The Mathematics of Catastrophe

Written by Doug Dahmer  |  January 29, 2015

I was not the best math student in the world but I certainly enjoyed numbers. I especially liked prime numbers and their unique indivisibility. I still cannot figure out how they come to be.

In the course of my retirement income planning career, I had another math lesson that now holds my interest even more. Here is the lesson. If you halve a number, you have to double the new number to get back to the original number.

Here is the lesson. If you halve a number, you have to double the new number to get back to the original number.

Now put your income generating capital into that equation and you will see why it holds my interest. If you are deriving income from X and it goes to 1/2 X… well, you don’t have to be Einstein to see the problem.

When you draw a predetermined dollar amount from your investment portfolio and it drops by ½ you are about to experience the mathematics of catastrophe. Everything you planned is about to come unwound and it will happen quickly. Run a little test with any numbers you want and you will see how trouble escalates.

The S&P 500 is a very broad market index and serves as a useful proxy for this issue. Take the last 20 years. Between 1995 and 2000 the S&P doubled. Between 2000 and 2003 it dropped by ½. Between 2003 and 2008 it doubled. By 2009 it dropped by ½ again and took four years to double from that low.

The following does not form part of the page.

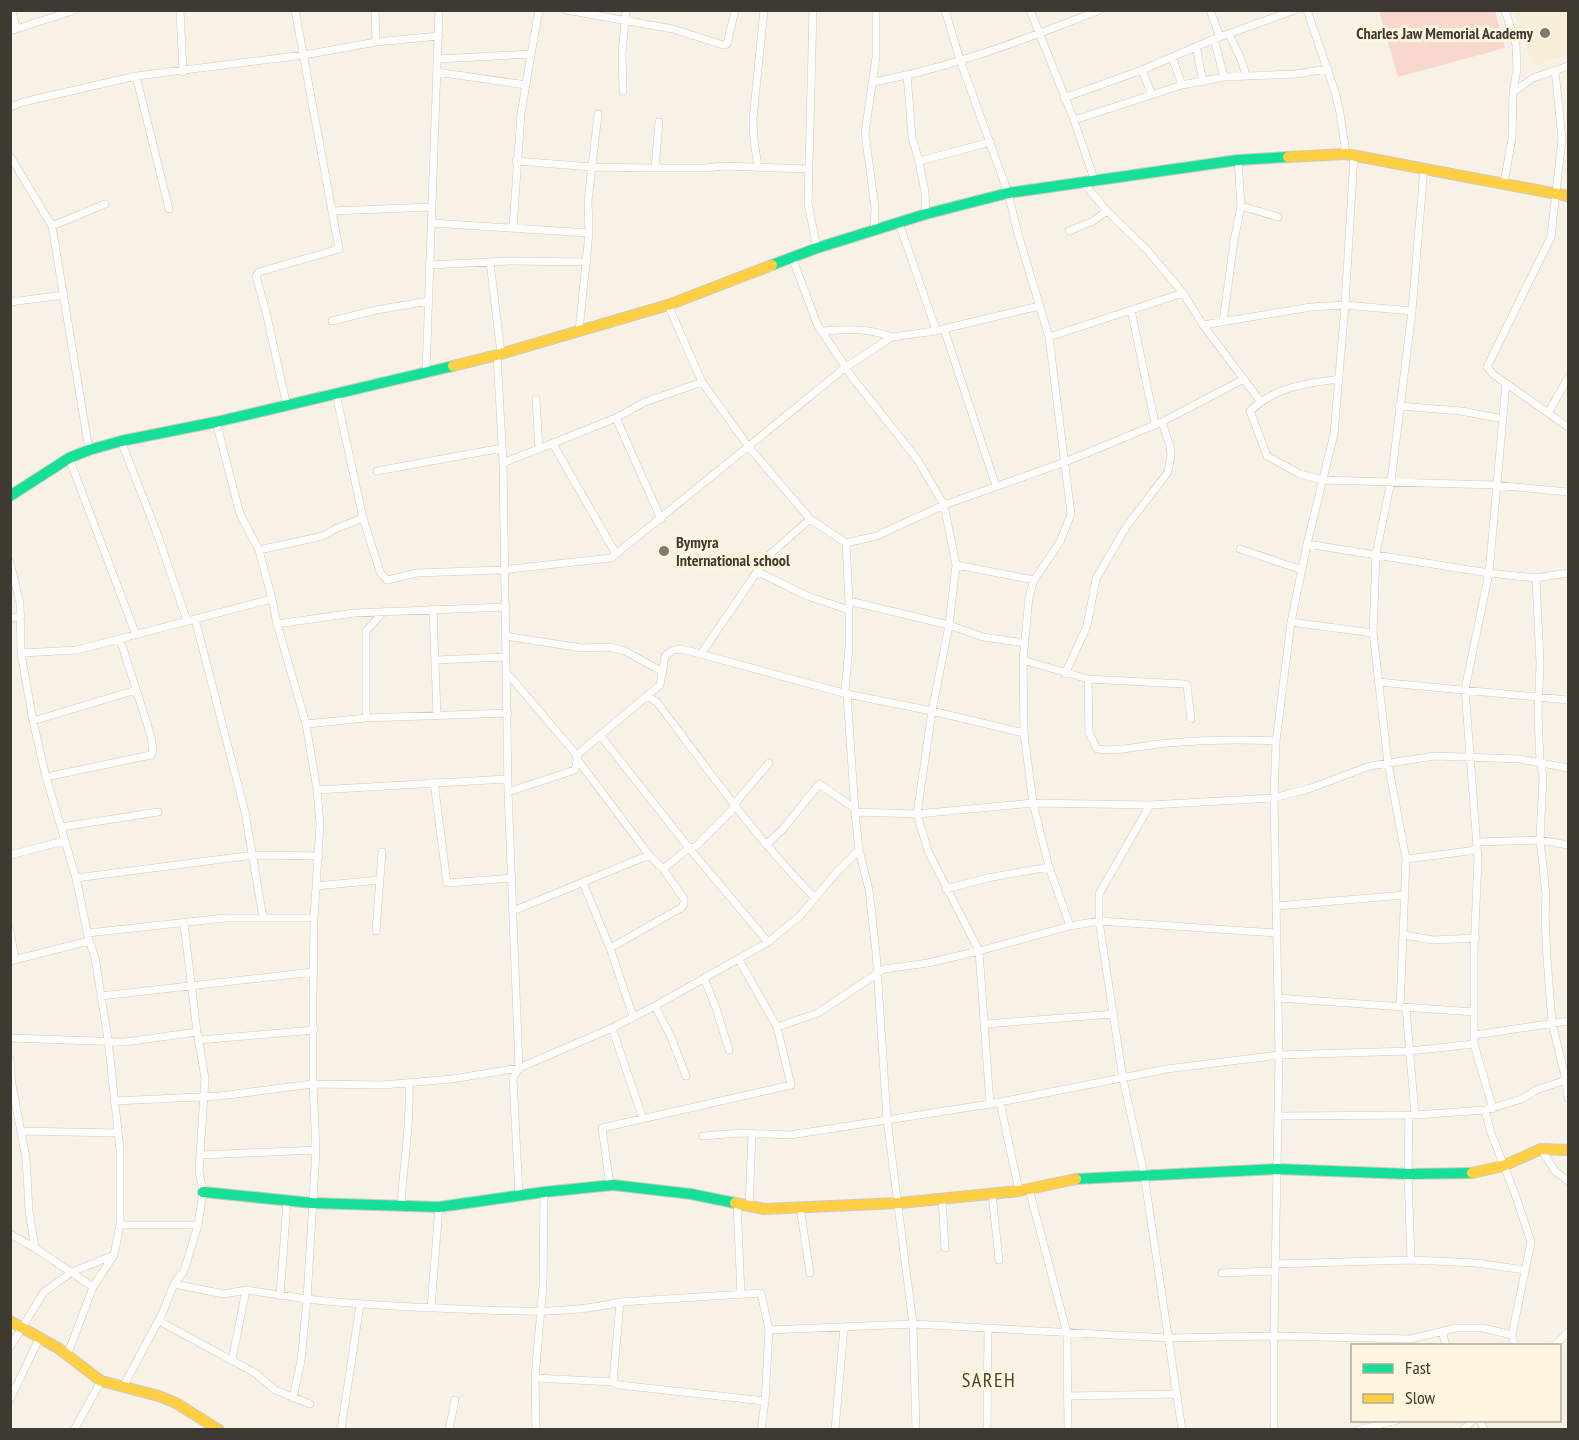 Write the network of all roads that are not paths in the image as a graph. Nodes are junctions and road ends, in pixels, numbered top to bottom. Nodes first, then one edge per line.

Some part of your retirement income is probably made up from investment capital. These frequent periods of market declines were your friend when you were accumulating assets, now they are your worst enemy.

Pension style asset management that avoids big mistakes, establishes appropriate allocations and sets aside reserves to meet income needs is the best way to weather the world of volatility in retirement.

The S&P is up nearly 100% during its last big run. Is your investment portfolio ready to deliver what you need if things cool down?